Non‐thresholded Gene set Enrichment Analysis - bcb420-2025/Clare_Gillis GitHub Wiki
1 - starting off
lateeeeee
by non-thresholded gene set enrichment analysis...is that not what i did last assignment? i made a non-thresholded, ranked list, and did g:profiler on that.
Following this tutorial in need to "Specify the exact path to the gsea jar in the parameters in order to automatically compute enrichments using GSEA." - ok i got it, needed to download the command line one and use the gsea-cli.sh file for gsea.
Follow the tutorial and i got a gmt file. i think thats all i need to do to run GSEA.
1.1 Java issue
UH OH - i was looking at the geneset i downloaded, not my output. GSEA didnt work, i got:
Using system JDK.
Error occurred during initialization of boot layer
java.lang.module.FindException: Error reading module: /home/rstudio/projects/A3/GSEA_4.4.0/modules/gsea-minimal-4.4.0.jar
Caused by: java.lang.module.InvalidModuleDescriptorException: Unsupported major.minor version 61.0
There's an issue with my java version... - trying to switch to an older GSEA version (4.3.3 instead of 4.4.0 because it seems to say it will work with java 11, which i have)
1.2 Interpreting the data
I'm trying to read the pos and neg tsv data but it keeps telling me that there are issues with lines not having 12 columns - but when i manually inspect and try to fix the lines, there are no issues. i'm just going to have to remove the messed up lines because there are ve4ry few.
2 Answer questions
What method did you use? What genesets did you use? Make sure to specify versions and cite your methods.

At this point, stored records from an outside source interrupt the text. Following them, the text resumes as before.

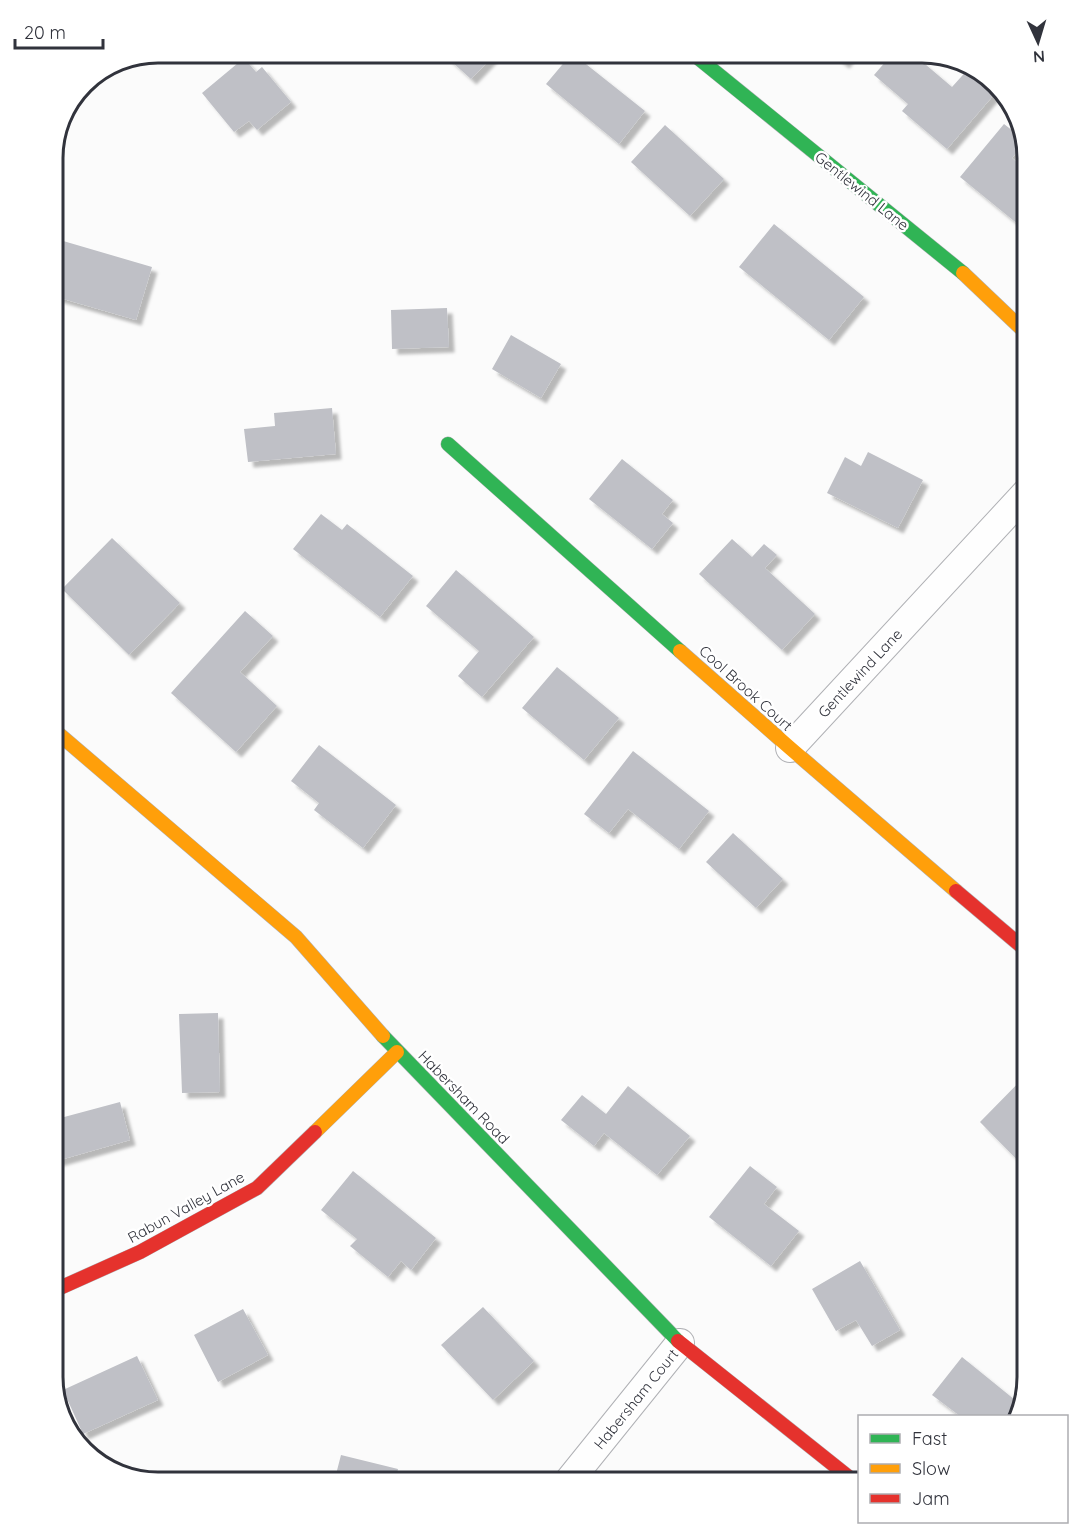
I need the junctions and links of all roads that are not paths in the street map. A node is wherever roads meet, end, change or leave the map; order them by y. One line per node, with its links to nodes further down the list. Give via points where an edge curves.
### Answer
1 (704, 63): 2 (street, Gentlewind Lane, via 961,271)
2 (1017, 323)
3 (447, 444): 6 (street, Cool Brook Court)
4 (1017, 504): 6 (street, Gentlewind Lane)
5 (63, 738): 8 (street, Habersham Road, via 297,937)
6 (789, 748): 7 (street, Cool Brook Court)
7 (1017, 942)
8 (398, 1052): 9 (street, Rabun Valley Lane, via 257,1188 140,1252); 10 (street, Habersham Road)
9 (63, 1286)
10 (680, 1343): 11 (street, Habersham Court); 12 (street, Habersham Road)
11 (576, 1472)
12 (840, 1472)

I did it in R using the ranking of ALL genes in my set.
openjdk version "11.0.20.1" 2023-08-24
OpenJDK Runtime Environment (build 11.0.20.1+1-post-Ubuntu-0ubuntu122.04)
OpenJDK 64-Bit Server VM (build 11.0.20.1+1-post-Ubuntu-0ubuntu122.04, mixed mode)
Summarize your enrichment results.
I dont really know what she means by this - I just got a gmt file I'm going to read in the gmt file into a df (of gene set, description, and genes) then summarize how many gene sets i got i guess.
I got 19372 significant pathways - thats a LOT Ok but last time i got 14 SIGNFICANT results and total results this time results dont have a p value??? they just exist.
After 1.1, fixed java issue
Now I have 6372 total results and 1781 significant results with a threshold of 0.05. This is way less total results than the 17703 from all_gprofiler, and wayyy more than the 14 significant results from all_gprofiler.
How do these results compare to the results from the thresholded analysis in Assignment #2. Compare qualitatively. Is this a straight forward comparison? Why or why not?
This is not a super straightforward comparison because i have so many results from GSEA - i'll need to get overarching pathways to see true patterns. Because I only had 14 significant results from g_profiler, it was easy to infer patterns. But i have way more significant results and way less total results than from gprofiler. But no matter what, at a glance, I'm seeing some key words like "amntibody" "antigen" "T-cell" "Interferon" in the top results from my GSEA implying that this one also came up with lots of immune dysregulation. The next part of the assignment will help me see better.